Hellloooo! (Read that in a British accent, will you?) The Times Online has a cheeky little
editorial by Alice Miles today in which Dubya is told, with resignation, to just "sod off" already.
Let me open this first, though, with a New York Times story from last week.
Our Department of Homeland Security is once again going to great lengths to protect us in the most effective ways. They will be monitoring the global press to seek out "threats to our nation" with a $2.4 million university grant. Nevermind the nukes and so forth. The real threat is the pen:
Universities help in plan to monitor global press
Government grant to develop software
Eric Lipton, New York Times
Wednesday, October 4, 2006
Washington -- A consortium of major universities, with Homeland Security Department funds, is developing software that would let the government monitor negative opinions of the United States or its leaders in newspapers and other publications overseas.
The "sentiment analysis" is intended to identify potential threats to the nation, security officials said.
Researchers at institutions including Cornell, the University of Pittsburgh and the University of Utah intend to test the system on hundreds of articles published in 2001 and 2002 on topics like President Bush's use of the term "axis of evil," the handling of detainees at Guantanamo Bay, the debate over global warming and the coup attempt against President Hugo Chavez of Venezuela.

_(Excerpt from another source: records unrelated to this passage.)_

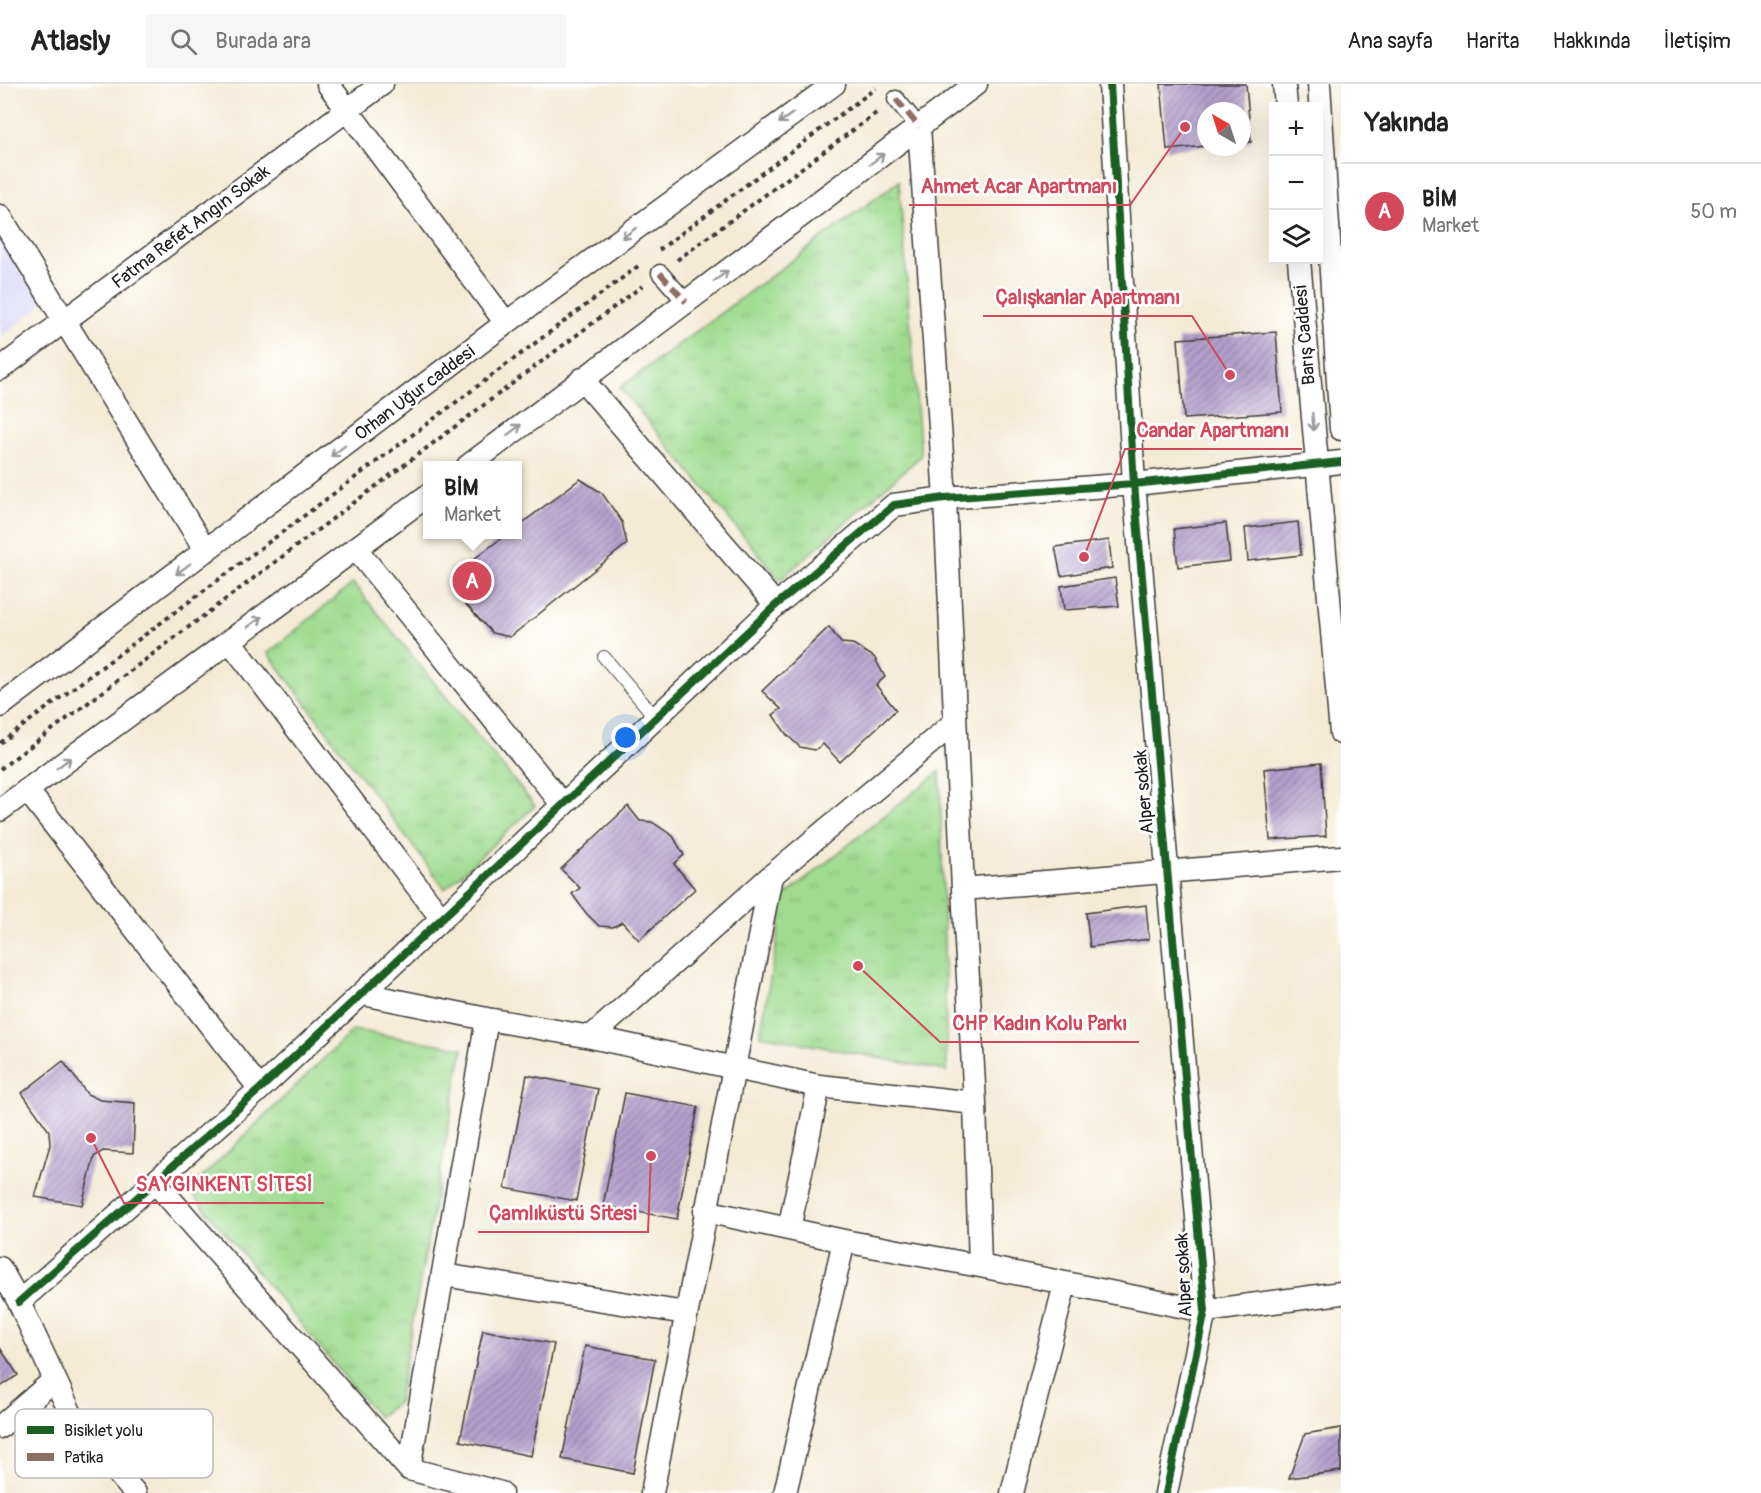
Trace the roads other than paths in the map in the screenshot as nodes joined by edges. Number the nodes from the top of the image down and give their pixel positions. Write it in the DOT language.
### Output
graph roads {
  1 [pos="328,84"];
  2 [pos="382,84"];
  3 [pos="834,84"];
  4 [pos="976,84"];
  5 [pos="1110,84"];
  6 [pos="1284,84"];
  7 [pos="1319,84"];
  8 [pos="896,99"];
  9 [pos="1286,102"];
  10 [pos="348,110"];
  11 [pos="919,127"];
  12 [pos="0,216"];
  13 [pos="1299,264"];
  14 [pos="660,273"];
  15 [pos="686,302"];
  16 [pos="65,321"];
  17 [pos="506,323"];
  18 [pos="0,369"];
  19 [pos="582,379"];
  20 [pos="1341,429"];
  21 [pos="473,461"];
  22 [pos="1341,462"];
  23 [pos="1316,463"];
  24 [pos="1134,484"];
  25 [pos="945,498"];
  26 [pos="423,499"];
  27 [pos="356,549"];
  28 [pos="207,551"];
  29 [pos="776,605"];
  30 [pos="230,641"];
  31 [pos="604,657"];
  32 [pos="0,706"];
  33 [pos="656,718"];
  34 [pos="955,722"];
  35 [pos="1341,733"];
  36 [pos="27,790"];
  37 [pos="563,805"];
  38 [pos="0,810"];
  39 [pos="1341,857"];
  40 [pos="1166,871"];
  41 [pos="771,876"];
  42 [pos="963,889"];
  43 [pos="442,919"];
  44 [pos="363,994"];
  45 [pos="487,1019"];
  46 [pos="591,1037"];
  47 [pos="732,1068"];
  48 [pos="819,1086"];
  49 [pos="260,1089"];
  50 [pos="975,1103"];
  51 [pos="155,1182"];
  52 [pos="705,1212"];
  53 [pos="789,1229"];
  54 [pos="844,1241"];
  55 [pos="980,1266"];
  56 [pos="0,1268"];
  57 [pos="443,1275"];
  58 [pos="1065,1284"];
  59 [pos="1341,1293"];
  60 [pos="19,1302"];
  61 [pos="1205,1311"];
  62 [pos="686,1313"];
  63 [pos="54,1380"];
  64 [pos="21,1409"];
  65 [pos="68,1409"];
  66 [pos="15,1414"];
  67 [pos="0,1427"];
  68 [pos="409,1469"];
  69 [pos="122,1478"];
  70 [pos="135,1493"];
  71 [pos="501,1493"];
  72 [pos="652,1493"];
  73 [pos="785,1493"];
  74 [pos="1012,1493"];
  75 [pos="1166,1493"];
  1 -- 10 [label="street"];
  2 -- 10 [label="street, Fatma Refet Angın Sokak"];
  3 -- 17 [label="street, Orhan Uğur caddesi, one-way"];
  4 -- 11 [label="street"];
  5 -- 24 [label="street, Alper sokak"];
  6 -- 9 [label="street"];
  7 -- 20 [label="street, Barış Caddesi"];
  8 -- 11 [label="street"];
  10 -- 16 [label="street, Fatma Refet Angın Sokak"];
  10 -- 17 [label="street"];
  15 -- 11 [label="street, one-way"];
  11 -- 25 [label="street"];
  12 -- 16 [label="street"];
  13 -- 23 [label="street, Barış Caddesi, one-way"];
  14 -- 15 [label="street"];
  15 -- 19 [label="street"];
  16 -- 18 [label="street, Fatma Refet Angın Sokak"];
  16 -- 28 [label="street"];
  17 -- 28 [label="street, Orhan Uğur caddesi, one-way"];
  21 -- 19 [label="street, one-way"];
  19 -- 29 [label="street"];
  22 -- 23 [label="street"];
  23 -- 24 [label="street"];
  23 -- 35 [label="street, Barış Caddesi"];
  24 -- 25 [label="street"];
  24 -- 40 [label="street, Alper sokak"];
  25 -- 29 [label="street"];
  25 -- 34 [label="street"];
  26 -- 27 [label="street"];
  30 -- 27 [label="street, one-way"];
  27 -- 37 [label="street"];
  28 -- 32 [label="street, Orhan Uğur caddesi, one-way"];
  29 -- 33 [label="street"];
  36 -- 30 [label="street, one-way"];
  30 -- 43 [label="street"];
  31 -- 33 [label="lane"];
  33 -- 37 [label="street"];
  34 -- 41 [label="street"];
  34 -- 42 [label="street"];
  36 -- 38 [label="street"];
  36 -- 49 [label="street"];
  37 -- 43 [label="street"];
  39 -- 40 [label="street"];
  40 -- 42 [label="street"];
  40 -- 61 [label="street, Alper sokak"];
  41 -- 46 [label="street"];
  41 -- 47 [label="street"];
  42 -- 50 [label="street"];
  43 -- 44 [label="street"];
  44 -- 45 [label="street"];
  44 -- 49 [label="street"];
  45 -- 46 [label="street"];
  45 -- 57 [label="street"];
  46 -- 47 [label="street"];
  47 -- 48 [label="street"];
  47 -- 52 [label="street"];
  48 -- 50 [label="street"];
  48 -- 53 [label="street"];
  49 -- 51 [label="street"];
  50 -- 55 [label="street"];
  51 -- 60 [label="street"];
  51 -- 68 [label="street"];
  52 -- 53 [label="street"];
  52 -- 62 [label="street"];
  53 -- 54 [label="street"];
  54 -- 55 [label="street"];
  54 -- 73 [label="street"];
  55 -- 58 [label="street"];
  56 -- 60 [label="street"];
  57 -- 62 [label="street"];
  57 -- 68 [label="street"];
  58 -- 61 [label="street"];
  58 -- 74 [label="street"];
  59 -- 61 [label="street"];
  60 -- 63 [label="street"];
  61 -- 75 [label="street, Alper sokak"];
  62 -- 72 [label="street"];
  63 -- 64 [label="street"];
  63 -- 65 [label="street"];
  66 -- 67 [label="street"];
  68 -- 71 [label="street"];
  69 -- 70 [label="street"];
}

A $2.4 million grant will finance the research over three years.
Well, let's get started then, shall we? Here's one for the database: Miles' rather dim reflection on our president from across the pond. The "sentiment" herein doesn't really require expert analysis:
When the world doesn't care what the US president says, we're in a mess
Alice Miles
I REMEMBER a time when, following an event of international significance, the world would wait to hear what the president of the United States had to say about it. In Britain we would have an impatient few hours before America had woken up. Because until the President had spoken, you couldn't be sure of even the shape of what might happen next.
On Monday we woke to the news of North Korea's nuclear test, and to a banal commentary of people who didn't really know what to say about it. Just when you wanted some real insight and even facts, the Today programme again indulged its tiresome obsession with Iraq, focusing upon whether Tony Blair's actions there had made this move by Kim Jong Il more likely blah blah. That didn't surprise me. What did was my instinctive reaction when George W. Bush did speak much later in the day. There he was gravely intoning on one or other news channel that this "constitutes a threat to international peace and security", and "Oh sod off" I heard myself muttering, with no desire to hear any more. It was as much ennui as irritation: I didn't believe he would have anything useful to say and found it faintly annoying that he spoke as though the world would care.

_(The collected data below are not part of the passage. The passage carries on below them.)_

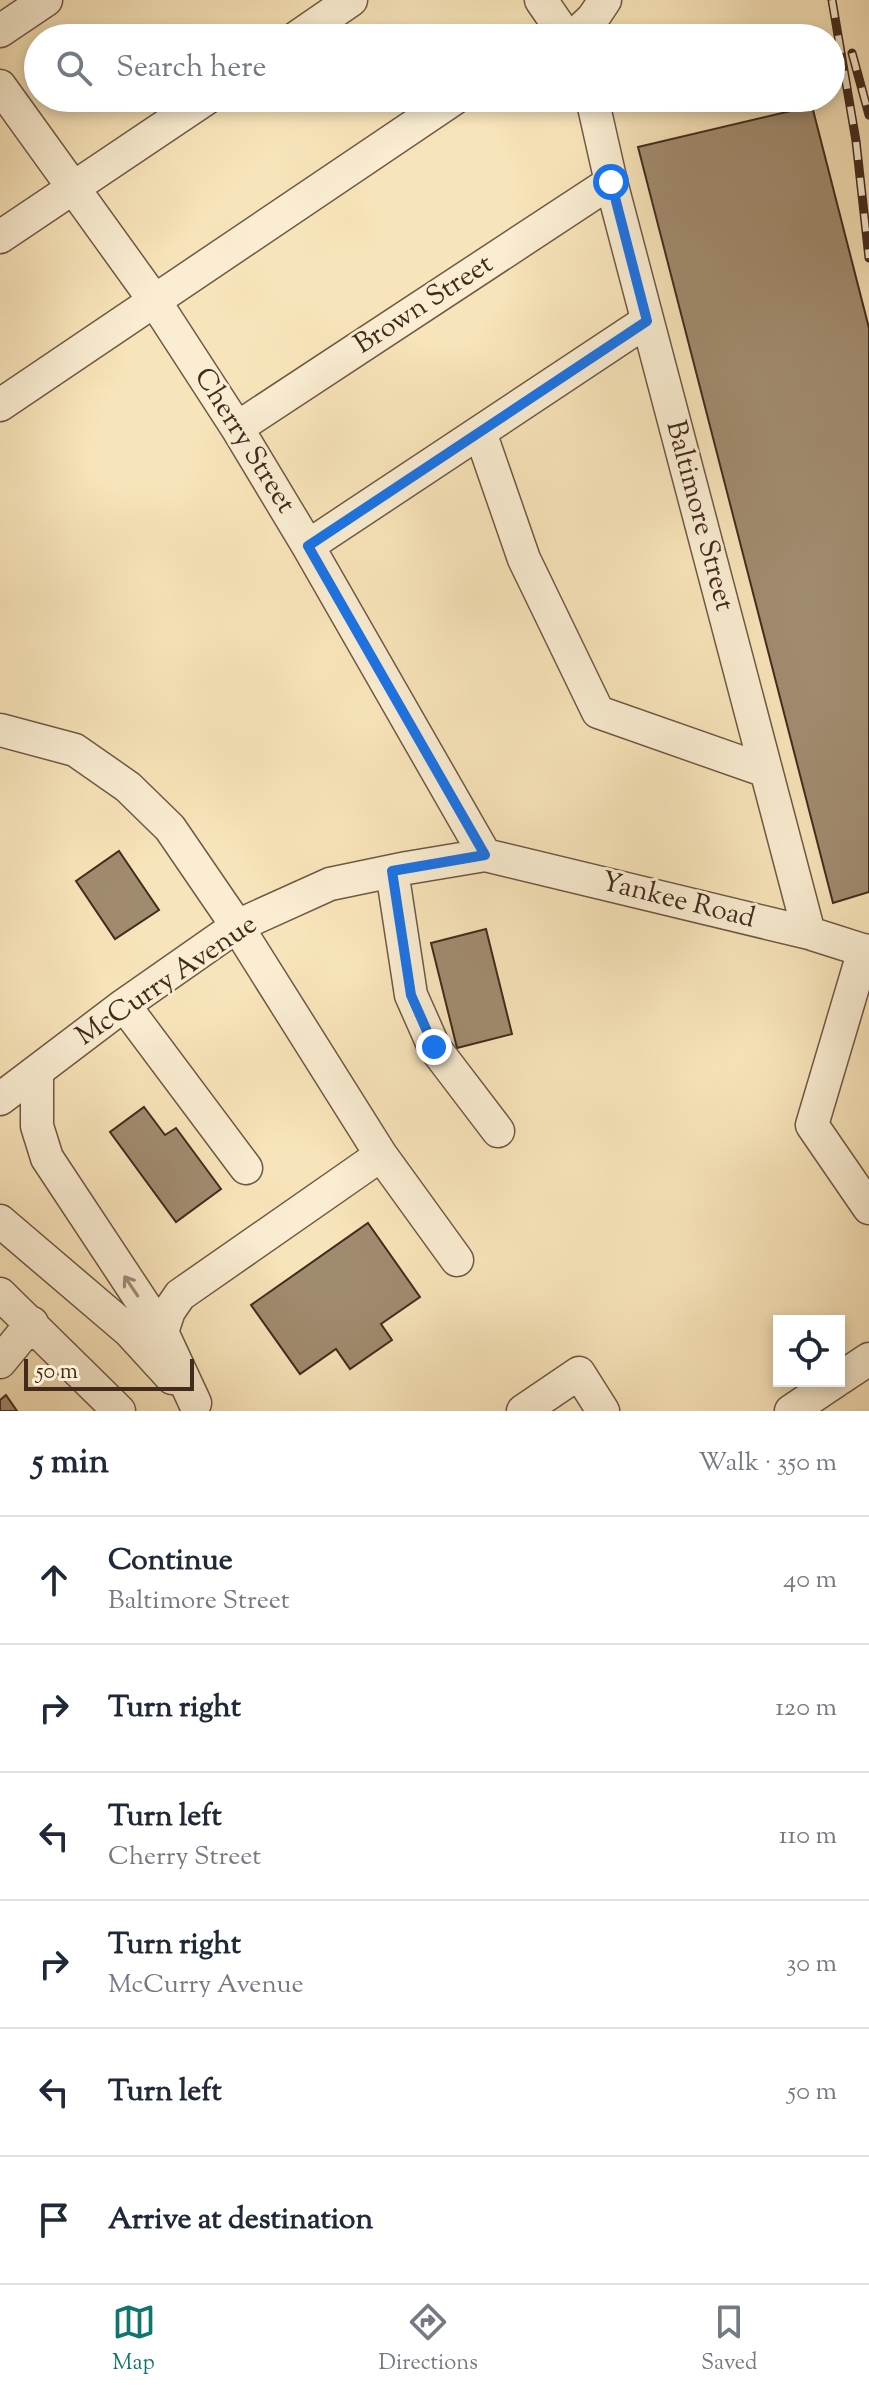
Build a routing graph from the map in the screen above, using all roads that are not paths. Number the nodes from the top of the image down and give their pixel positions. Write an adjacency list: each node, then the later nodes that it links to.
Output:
1 (46, 0): 8 (street)
2 (351, 0): 5 (street)
3 (541, 0): 6 (street)
4 (605, 0): 7 (street)
5 (316, 24)
6 (555, 24)
7 (582, 24)
8 (0, 31)
9 (0, 86): 14 (street, Cherry Street)
10 (186, 112): 14 (street)
11 (434, 112): 16 (street)
12 (595, 112): 13 (street, Baltimore Street)
13 (611, 182): 17 (street, Baltimore Street); 19 (street, Brown Street)
14 (73, 189): 15 (street); 16 (street, Cherry Street)
15 (0, 237)
16 (154, 300): 18 (street); 19 (street, Cherry Street)
17 (647, 321): 20 (street); 23 (street, Baltimore Street)
18 (0, 405)
19 (237, 428): 21 (street, Cherry Street)
20 (480, 432): 21 (street); 23 (street)
21 (308, 546): 24 (street, Cherry Street)
22 (0, 730): 26 (street)
23 (766, 771): 27 (street, Baltimore Street)
24 (485, 855): 25 (street, McCurry Avenue); 27 (street, Yankee Road)
25 (392, 871): 26 (street, McCurry Avenue); 32 (street)
26 (237, 926): 29 (street, McCurry Avenue); 33 (street)
27 (809, 933): 28 (street, Yankee Road)
28 (866, 951): 35 (street)
29 (124, 1005): 30 (street, McCurry Avenue); 34 (street)
30 (37, 1073): 31 (street, McCurry Avenue); 40 (street, one-way to 30)
31 (0, 1099)
32 (498, 1131)
33 (381, 1155): 37 (street); 40 (street)
34 (246, 1168)
35 (869, 1208)
36 (0, 1221): 45 (street)
37 (457, 1260)
38 (0, 1294): 39 (street)
39 (32, 1323): 42 (street); 46 (street)
40 (162, 1332): 45 (street)
41 (869, 1359): 43 (street)
42 (0, 1362)
43 (845, 1375)
44 (827, 1387): 49 (street)
45 (198, 1407)
46 (119, 1411)
47 (523, 1411): 48 (street)
48 (603, 1411)
49 (791, 1411)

I reached this point long ago. Didn't you? Does any objective viewer have the patience to listen to this guy drone on with his informationless drivel anymore?
One reaction from a completely insignificant voice in the political process. Yet it reveals, I think, a sad truth: the 43rd President of the United States of America has squandered the political authority of a great country. Never mind whether world leaders still feel the need to check in with the US; ordinary people no longer expect from Washington international leadership of any use. So spent is the authority of the United States that even a foreign affairs ingénue such as myself recognises that there is little constructive it can do any more. So it doesn't really matter what the President thinks.
Dubya has reached houseplant status in the eyes of the world.
[...It] is clear that the US cannot respond as it once might have to the test conducted in North Korea. Because of the muck it has made in Iraq, it lacks the political and moral authority to do so. Were it to have wanted to address North Korea's nuclear pretensions, it should have prioritised it over Iraq; the world knew Kim was a brutal tyrant with a nuclear weapon within his reach.
And now we have this: a tinpot totalitarian with no economy to speak of, whose people are starving, thumbing his nose at the world. And we look to China to tell us what happens next. [...]
I hate what the US has done to itself and, were I an American, I would hate it even more. I hate the fact that we now look to China for international leadership. Yes, I know, it's their side of the world, but time was . . .
I hate that we have got into a place where somebody British can even entertain the thought of smiling quietly with satisfaction that the revolting regime of Kim Jong Il has stuck two fingers up to the great United States. I hate it that I didn't care what the President said on Monday.
I hate it that I said sod off.
Our global reputation is in the WC. Dubya has really bollocksed it up for us. You should go read the rest of it, as I've tried to keep it down to fair use here.